FDA cracking down on trendy JUUL e-cigs that appeal to youths

  • FDA cracking down on trendy JUUL e-cigs that appeal to youths

FDA cracking down on trendy JUUL e-cigs that appeal to youths

It also recently has sent warning letters to 40 retailers - including one in Lexington, Ky., and one in Greensburg, Ind., for violations related to illegal sales of these kinds of products to youths.

"The troubling reality is that electronic nicotine delivery systems, such as e-cigarettes, have become wildly popular with kids", Gottlieb said.

"A lot of people are like, 'Yo, let me hit your Juul.' They will be like, 'Oh, who has one?' And they pass them around", Eddie said. "This blitz, and resulting actions, should serve as a notice that we will not tolerate the sale of any tobacco products to youth".
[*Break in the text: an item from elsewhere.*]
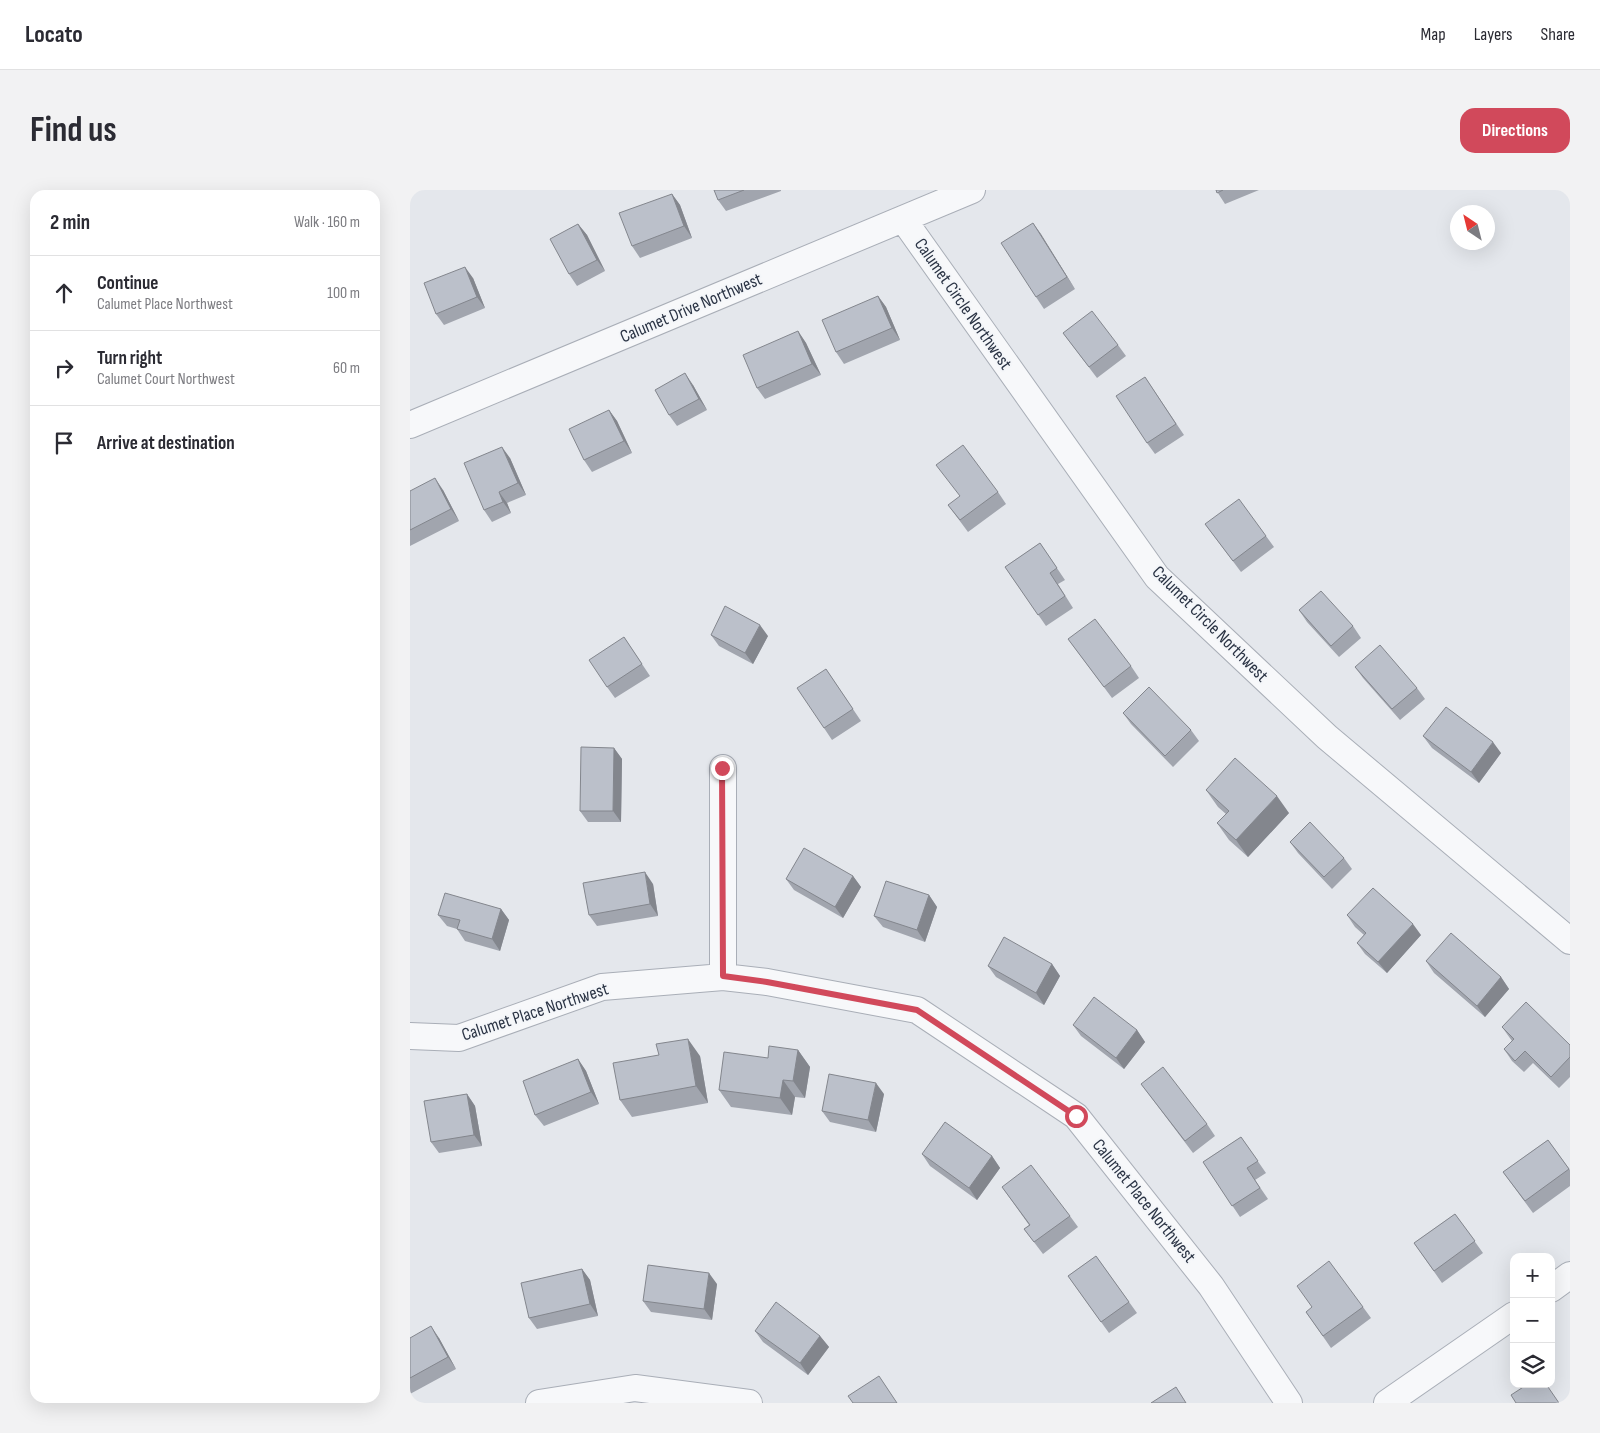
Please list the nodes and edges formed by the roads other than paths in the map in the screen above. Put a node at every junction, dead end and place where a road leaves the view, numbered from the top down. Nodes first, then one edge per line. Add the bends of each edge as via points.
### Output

Juul LabsJuul, a discreet, streamlined e-cigarette developed by the innovative vaporizer company Pax Labs, is pretty cool. The company produces an e-cigarette device that's about the size of a thumb drive.

E-cigarettes are handheld electronic devices that vaporize a fluid typically including nicotine and a flavor component.

A recent survey found 81 percent of minors who now vape do so because of the "availability of appealing flavors".

Juul is clearly positioning its e-cigarettes as harm-reducing alternatives for grownups who smoke, which the FDA itself has recognized as a potential boon for public health. Yesterday the Food and Drug Administration, responding to anecdotal reports of students who juul during school, announced that it is investigating whether the company is marketing its products to minors.

The FDA said that such products are also more hard for parents and teachers to recognize or detect, potentially adding to its appeal for the youth.

"We already have in place programs to prevent and, if necessary, identify and act upon these violations at retail and online marketplaces", the statement from JUUL said.

The FDA plans additional enforcement actions involving e-cigarettes in "coming weeks", Gottlieb told a Senate Appropriations subcommittee Tuesday. JUUL Labs "recognizes that young people have become aware of and gained access to its products" and will actively support state and federal initiatives to raise the minimum age to purchase tobacco products to 21.

The move is part of an initial $30-million investment over the next three years dedicated to independent research, youth and parent education, and community engagement efforts.

To buy Juul products on the company's website, you have to be at least 21 years old and the company does an age verification.

Ultimately, FDA wants to make tobacco less toxic and equally less appealing and addictive to kids.

"Traditional tobacco companies like Brown & Williamson infamously considered adding flavors like honey and Coca-Cola to cigarettes in order to explicitly appeal to teenagers", Novak continues. "Honey might be considered", is a line from a 1972 memo from a consultant to Brown & Williamson in a chilling nine-page compendium - "Tobacco Industry Quotes on Nicotine Addiction" - published on SWAT, a section of the Oklahoma state website described as its "youth movement to expose Big Tobacco's lies and deceptive practices".

The company will work with Iowa Attorney General Tom Miller, public officials and others interested in tobacco control to create a framework to research both the scientific and societal effects of vapor products.

Following FDA's announcement, Sen.

Senator Dick Durbin, an Illinois Democrat, praised the FDA for taking action.

He said that while fewer teens are getting hooked on tobacco products, they are increasingly turning to vaping and e-cigarette companies know this.

"With employees, we stress enough about how it's mandatory they have to card", Ratti said.

"So they can use it when the teacher has got their back to the class", Sexton said. But the agency chose to delay regulations until 2022 as part of a plan to overhaul tobacco regulations.

"We don't yet fully understand why these products are so popular among youth", FDA Commissioner Dr. Scott Gottlieb wrote in the public statement.

UPDATED on April 25, 2018 to include information about a new JUUL initiative to combat underage e-cigarette use and a quote from Sen.